------ Study material ------

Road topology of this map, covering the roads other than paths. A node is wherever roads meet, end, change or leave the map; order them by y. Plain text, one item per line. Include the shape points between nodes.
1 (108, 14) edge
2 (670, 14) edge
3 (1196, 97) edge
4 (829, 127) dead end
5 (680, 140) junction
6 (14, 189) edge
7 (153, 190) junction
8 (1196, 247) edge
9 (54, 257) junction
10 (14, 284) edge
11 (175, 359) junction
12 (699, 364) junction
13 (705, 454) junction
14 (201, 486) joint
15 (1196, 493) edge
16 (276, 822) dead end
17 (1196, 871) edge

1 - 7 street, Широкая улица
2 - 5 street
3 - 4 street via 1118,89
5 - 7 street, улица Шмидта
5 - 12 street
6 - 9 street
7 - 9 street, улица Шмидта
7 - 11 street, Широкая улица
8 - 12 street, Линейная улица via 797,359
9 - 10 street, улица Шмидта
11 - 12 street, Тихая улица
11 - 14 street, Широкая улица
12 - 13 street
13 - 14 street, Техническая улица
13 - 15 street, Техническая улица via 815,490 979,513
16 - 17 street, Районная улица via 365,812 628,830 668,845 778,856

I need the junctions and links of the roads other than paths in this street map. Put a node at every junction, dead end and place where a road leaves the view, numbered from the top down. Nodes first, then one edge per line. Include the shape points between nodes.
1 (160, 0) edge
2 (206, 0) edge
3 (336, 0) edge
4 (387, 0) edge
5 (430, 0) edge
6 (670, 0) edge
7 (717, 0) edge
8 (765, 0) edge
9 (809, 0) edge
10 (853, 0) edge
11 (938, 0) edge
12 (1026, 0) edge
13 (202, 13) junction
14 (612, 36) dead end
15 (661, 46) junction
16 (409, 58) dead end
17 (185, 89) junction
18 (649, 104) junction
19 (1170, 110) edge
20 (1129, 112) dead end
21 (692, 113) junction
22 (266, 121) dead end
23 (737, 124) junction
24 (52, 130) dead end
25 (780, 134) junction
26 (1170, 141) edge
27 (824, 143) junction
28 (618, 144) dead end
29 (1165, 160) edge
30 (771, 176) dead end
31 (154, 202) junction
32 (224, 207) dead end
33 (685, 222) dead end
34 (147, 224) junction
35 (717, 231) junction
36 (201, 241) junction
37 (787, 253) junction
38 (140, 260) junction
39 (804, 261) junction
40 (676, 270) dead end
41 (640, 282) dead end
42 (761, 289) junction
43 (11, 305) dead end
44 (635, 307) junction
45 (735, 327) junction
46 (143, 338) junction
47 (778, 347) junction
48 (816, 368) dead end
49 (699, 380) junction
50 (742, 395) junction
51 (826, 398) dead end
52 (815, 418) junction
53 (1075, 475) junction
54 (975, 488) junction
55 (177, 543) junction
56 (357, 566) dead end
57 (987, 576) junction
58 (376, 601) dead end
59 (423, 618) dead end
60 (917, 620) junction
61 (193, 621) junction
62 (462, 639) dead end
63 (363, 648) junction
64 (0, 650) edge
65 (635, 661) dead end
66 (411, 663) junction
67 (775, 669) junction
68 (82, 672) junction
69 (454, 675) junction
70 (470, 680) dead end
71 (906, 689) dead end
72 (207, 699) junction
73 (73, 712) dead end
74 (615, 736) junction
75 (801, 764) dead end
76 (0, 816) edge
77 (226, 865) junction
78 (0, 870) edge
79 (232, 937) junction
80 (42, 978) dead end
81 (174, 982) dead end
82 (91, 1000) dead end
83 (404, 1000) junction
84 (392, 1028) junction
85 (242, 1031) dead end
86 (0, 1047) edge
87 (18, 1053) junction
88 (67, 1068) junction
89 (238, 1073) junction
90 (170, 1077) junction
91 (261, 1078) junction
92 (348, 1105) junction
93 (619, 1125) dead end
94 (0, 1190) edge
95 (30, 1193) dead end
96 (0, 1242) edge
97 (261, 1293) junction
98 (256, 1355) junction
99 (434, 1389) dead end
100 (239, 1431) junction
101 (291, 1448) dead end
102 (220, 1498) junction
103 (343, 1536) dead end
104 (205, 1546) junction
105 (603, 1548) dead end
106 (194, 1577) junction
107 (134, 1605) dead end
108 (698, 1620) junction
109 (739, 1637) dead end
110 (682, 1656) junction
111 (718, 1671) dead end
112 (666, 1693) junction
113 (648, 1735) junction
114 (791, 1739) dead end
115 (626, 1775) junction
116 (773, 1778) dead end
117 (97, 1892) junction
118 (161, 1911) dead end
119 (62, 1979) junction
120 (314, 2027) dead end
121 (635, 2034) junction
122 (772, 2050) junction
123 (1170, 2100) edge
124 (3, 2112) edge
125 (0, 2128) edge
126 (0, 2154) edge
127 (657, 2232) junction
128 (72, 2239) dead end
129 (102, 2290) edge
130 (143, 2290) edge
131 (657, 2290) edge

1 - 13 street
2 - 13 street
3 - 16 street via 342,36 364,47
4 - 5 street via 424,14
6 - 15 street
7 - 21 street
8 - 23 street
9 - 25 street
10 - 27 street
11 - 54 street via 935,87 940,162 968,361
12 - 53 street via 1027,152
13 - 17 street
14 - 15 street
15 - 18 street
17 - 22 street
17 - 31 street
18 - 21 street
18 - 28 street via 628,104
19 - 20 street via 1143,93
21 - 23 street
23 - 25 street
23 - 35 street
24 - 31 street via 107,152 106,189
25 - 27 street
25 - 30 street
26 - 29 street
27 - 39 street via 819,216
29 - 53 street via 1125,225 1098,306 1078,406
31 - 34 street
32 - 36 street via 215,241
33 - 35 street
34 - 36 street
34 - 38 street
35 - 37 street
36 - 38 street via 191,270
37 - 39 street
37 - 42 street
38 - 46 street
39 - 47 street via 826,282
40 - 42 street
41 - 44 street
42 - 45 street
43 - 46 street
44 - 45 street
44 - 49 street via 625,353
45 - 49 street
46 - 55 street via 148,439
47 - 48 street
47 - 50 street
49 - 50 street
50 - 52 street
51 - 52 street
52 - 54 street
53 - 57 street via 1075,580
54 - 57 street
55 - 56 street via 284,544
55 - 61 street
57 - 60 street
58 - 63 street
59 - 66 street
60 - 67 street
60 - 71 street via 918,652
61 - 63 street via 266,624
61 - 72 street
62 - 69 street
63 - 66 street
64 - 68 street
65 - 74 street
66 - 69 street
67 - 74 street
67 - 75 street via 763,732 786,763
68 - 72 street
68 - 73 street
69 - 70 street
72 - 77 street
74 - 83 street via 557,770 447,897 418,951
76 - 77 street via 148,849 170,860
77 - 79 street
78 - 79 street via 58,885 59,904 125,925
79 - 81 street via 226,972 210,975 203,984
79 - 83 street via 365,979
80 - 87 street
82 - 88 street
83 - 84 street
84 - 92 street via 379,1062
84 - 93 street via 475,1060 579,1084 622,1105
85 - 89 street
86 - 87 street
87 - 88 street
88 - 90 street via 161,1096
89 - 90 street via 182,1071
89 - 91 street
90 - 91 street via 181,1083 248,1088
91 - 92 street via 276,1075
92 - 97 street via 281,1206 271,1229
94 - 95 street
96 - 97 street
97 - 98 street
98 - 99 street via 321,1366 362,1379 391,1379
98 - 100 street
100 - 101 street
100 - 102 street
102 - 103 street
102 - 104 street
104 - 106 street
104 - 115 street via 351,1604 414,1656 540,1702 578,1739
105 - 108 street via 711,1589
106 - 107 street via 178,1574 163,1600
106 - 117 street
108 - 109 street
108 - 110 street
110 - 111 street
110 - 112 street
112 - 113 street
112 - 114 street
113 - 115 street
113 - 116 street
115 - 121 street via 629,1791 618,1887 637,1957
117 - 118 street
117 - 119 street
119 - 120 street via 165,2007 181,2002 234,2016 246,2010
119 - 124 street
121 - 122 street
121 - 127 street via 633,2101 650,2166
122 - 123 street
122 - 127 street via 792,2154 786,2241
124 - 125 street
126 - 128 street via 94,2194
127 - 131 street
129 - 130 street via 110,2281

------

Action item: Provide the count of lines in the entries above that hold the word "Техническая", and leave out everything else.

Response area: 2